- [Task prompt] Copy each line from the entries that the word "lane" appears in.

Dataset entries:
= = = = =

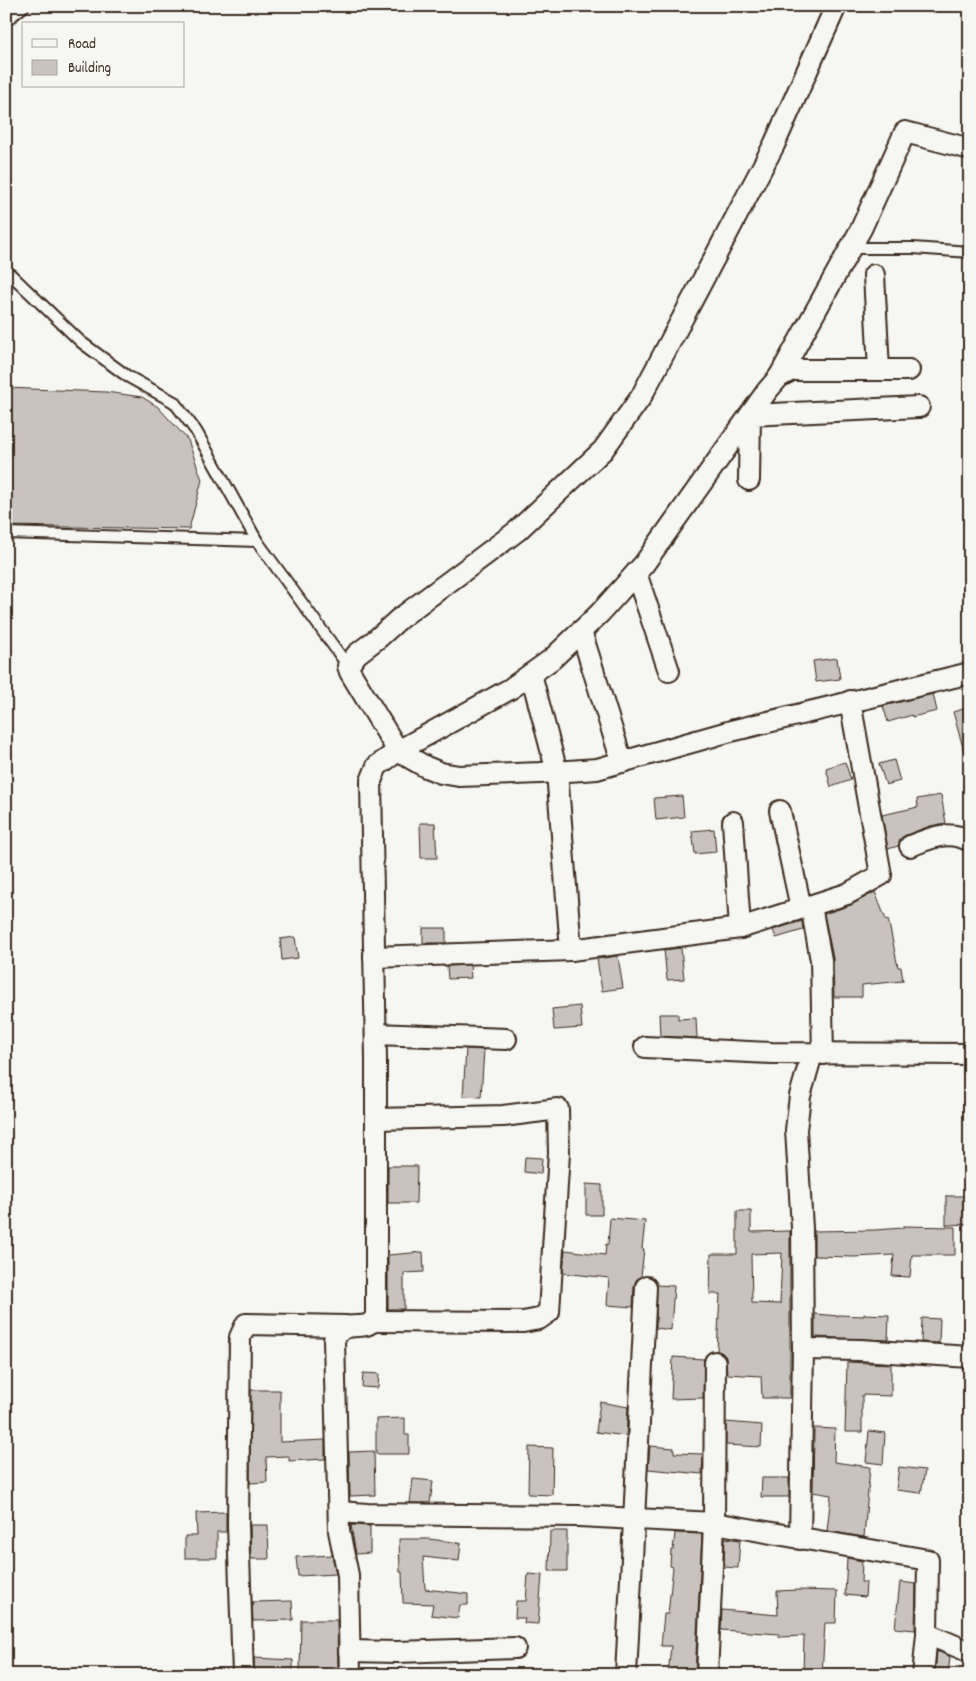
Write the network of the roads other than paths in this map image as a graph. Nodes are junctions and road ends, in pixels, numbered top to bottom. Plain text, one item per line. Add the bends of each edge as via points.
1 (24, 6) edge
2 (836, 6) edge
3 (6, 21) edge
4 (970, 149) edge
5 (851, 248) junction
6 (970, 252) edge
7 (6, 270) edge
8 (874, 275) dead end
9 (879, 370) junction
10 (909, 370) dead end
11 (779, 377) junction
12 (918, 407) dead end
13 (750, 415) junction
14 (749, 480) dead end
15 (6, 533) edge
16 (257, 541) junction
17 (636, 573) junction
18 (581, 631) junction
19 (668, 672) dead end
20 (352, 673) junction
21 (531, 674) junction
22 (970, 674) edge
23 (850, 701) junction
24 (396, 747) junction
25 (622, 762) junction
26 (557, 772) junction
27 (780, 811) dead end
28 (733, 822) dead end
29 (970, 841) edge
30 (910, 846) dead end
31 (806, 907) junction
32 (740, 928) junction
33 (571, 950) junction
34 (374, 957) junction
35 (376, 1034) junction
36 (506, 1039) dead end
37 (645, 1047) dead end
38 (817, 1054) junction
39 (970, 1054) edge
40 (376, 1119) junction
41 (646, 1287) dead end
42 (374, 1321) junction
43 (346, 1326) junction
44 (802, 1349) junction
45 (970, 1357) edge
46 (715, 1362) dead end
47 (339, 1512) junction
48 (633, 1519) junction
49 (714, 1523) junction
50 (800, 1538) junction
51 (927, 1634) junction
52 (516, 1648) dead end
53 (349, 1651) junction
54 (970, 1652) edge
55 (243, 1675) edge
56 (350, 1675) edge
57 (626, 1675) edge
58 (707, 1675) edge
59 (923, 1675) edge

1 - 3 lane
2 - 20 street via 774,144 641,397 620,427 603,450 517,531 357,654
4 - 5 street via 905,132
5 - 6 lane
5 - 11 street
7 - 16 lane via 81,342 127,376 174,402 196,431
8 - 9 street
9 - 10 street
9 - 11 street via 792,370
11 - 13 street
12 - 13 street
13 - 14 street
13 - 17 street
15 - 16 lane
16 - 20 lane
17 - 18 street
17 - 19 street
18 - 21 street
18 - 25 street
20 - 24 street
21 - 24 street via 467,714
21 - 26 street
22 - 23 street
23 - 25 street
23 - 31 street via 881,875 847,894
24 - 26 street via 426,767 459,776
24 - 34 street via 377,766 371,781
25 - 26 street via 597,769
26 - 33 street
27 - 31 street
28 - 32 street
29 - 30 street via 949,834
31 - 32 street
31 - 38 street via 821,960
32 - 33 street
33 - 34 street
34 - 35 street
35 - 36 street
35 - 40 street
37 - 38 street
38 - 39 street
38 - 44 street via 800,1096 796,1130 802,1228
40 - 42 street
40 - 42 street via 504,1116 558,1110 559,1153 549,1312 539,1319 523,1322
41 - 48 street
42 - 43 street via 367,1325
43 - 47 street via 334,1340
43 - 55 street via 246,1324 240,1337 238,1525
44 - 45 street
44 - 50 street
46 - 49 street
47 - 48 street
47 - 53 street via 339,1531 348,1575
48 - 49 street
48 - 57 street
49 - 50 street
49 - 58 street
50 - 51 street via 928,1560
51 - 54 street
51 - 59 street
52 - 53 street
53 - 56 street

= = = = =

- [Answer space]
1 - 3 lane
5 - 6 lane
7 - 16 lane via 81,342 127,376 174,402 196,431
15 - 16 lane
16 - 20 lane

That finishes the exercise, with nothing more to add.